When using Kafka for offsets storage, consumer offsets get stored in
(compacted) consumer offsets Kafka topic ("__consumer_offsets"). Every
partition of consumer offsets topic could store offsets from multiple
consumer groups, but offsets of a single consumer group will always be
stored in (get mapped to) same partition of consumer offsets topic (e.g.
consumer group x and y offsets could be both stored in partition 0, while
consumer group z offsets could be stored in partition 49 of consumer
offsets topic; even if consumer group x is consuming two different topics,
offsets would be stored in same partition of consumer offsets topic). Like
any other Kafka topic partition, one can read/write (consumer offsets)
topic partitions only from their lead brokers, and every partition has only
one lead broker. Lead broker of a partition where offsets are stored for
given consumer group is called consumer coordinator broker for that
consumer group. To fetch/commit offsets for consumer group, you first need
to resolve consumer coordinator broker for that consumer group, and then
send fetch/commit offsets to that broker (btw, it's dynamic, can change
even after just being resolved which broker is coordinator broker for given
consumer group, e.g. when initial lead broker is lost and a replica becomes
a new lead). Until there is a leader assigned for a partition and broker
who is leader is not yet aware of that assignment, topic partition cannot
be read/written, it's offline - read/write requests made to that broker
will return error code in response. Consumer offsets topic is not created
automatically on broker/cluster startup - instead it gets created on first
(direct or indirect) request for consumer offsets topic metadata... That
lookup triggers creation of consumer offsets topic, parts of the topic
creation process happen async to request for topic creation, and it can
take time for topic creation to actually fully finish. Especially if you
leave consumer offsets topic default settings (replication factor of 3, 50
partitions) consumer offsets topic creation can take time - this is nice
default for production cluster, but not for one used in integration tests
with single broker.

When you try to fetch (or commit) offset for the first time, broker
internally retrieves metadata about consumer offsets topic, which initiates
consumer offsets topic creation when it doesn't exist, but that first
request to fetch offset (usually) fails, since chosen consumer coordinator
broker is not yet aware that it is coordinator for that group, and sends
back NotCoordinatorForConsumerCode/NotCoordinatorForConsumerException. Docs
(see
https://cwiki.apache.org/confluence/display/KAFKA/A+Guide+To+The+Kafka+Protocol
) state that "The broker returns this error code if it receives an offset
fetch or commit request for a consumer group that it is not a coordinator
for."

You could modify your code to retry fetching offsets, but not infinitely,
or you could trigger consumer offsets topic init before fetching offsets.
For the init option you have (at least) two alternatives.

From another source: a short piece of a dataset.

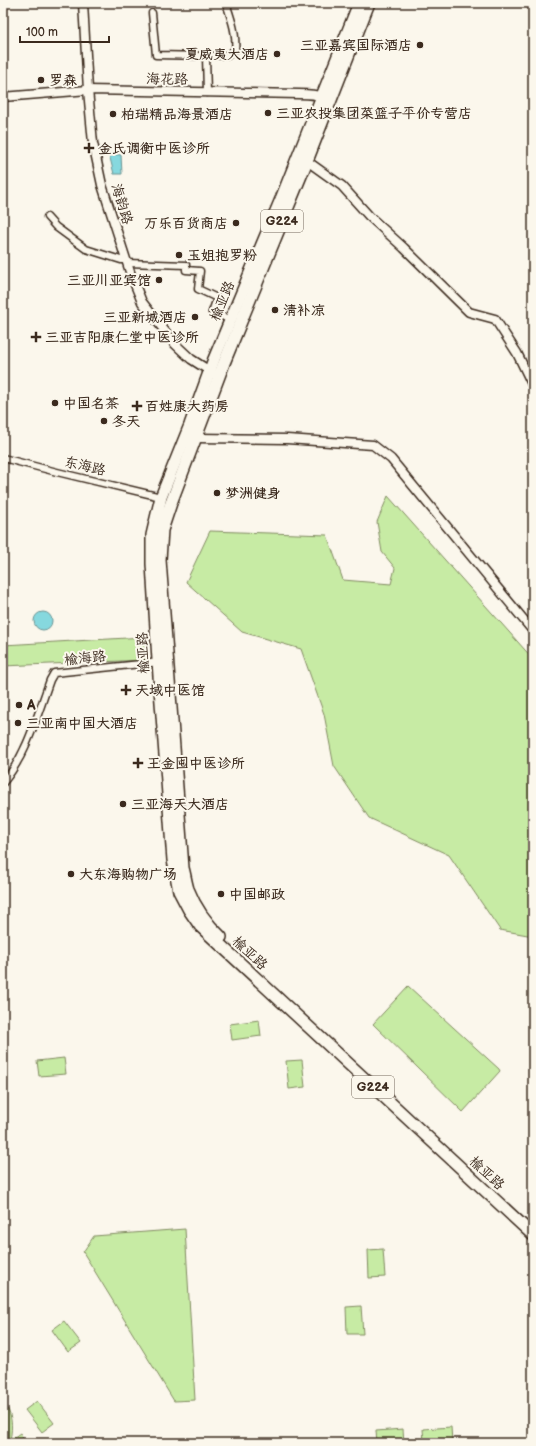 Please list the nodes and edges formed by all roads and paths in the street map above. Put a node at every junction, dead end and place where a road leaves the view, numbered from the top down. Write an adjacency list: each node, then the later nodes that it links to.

Modify your test, before reading/committing offsets but not before creating
your topic to init (trigger creation of) consumer offsets topic by looking
up consumer offsets topic metadata, and add some delay to let consumer
offsets topic be fully created (all of its default 50 partitions get leader
assigned, broker aware, etc.).

You could do this consumer offsets topic initialization before creating
your topic, but then make sure that in broker configuration replication
factor for consumer offsets topic is not higher than number of brokers (1
in scenario your described) - otherwise consumer offsets topic creation
will fail. It would fail since fresh broker in single broker cluster, if it
receives a request for consumer offsets topic metadata, will fail to create
consumer offsets topic, no matter how long delay after metadata lookup; it
is not aware of how many live brokers there are in cluster and will just
try to create consumer offsets topic with default replication factor of 3
and that will fail, initial topic partitions replica assignment happens
during topic creation and replication factor has to be <= than number of
live brokers when topic is created. Consumer offsets topic creation does
not fail (although it takes time to finish), if it is done after some other
topic creation has been requested, because that other topic creation
request makes broker aware (updates its cache) that it is a sole live
broker in the cluster, and then consumer offsets topic creation will ignore
requested/configured replication factor of 3 and will (silently) fallback
and use replication factor of 1 (= number of live brokers in cluster).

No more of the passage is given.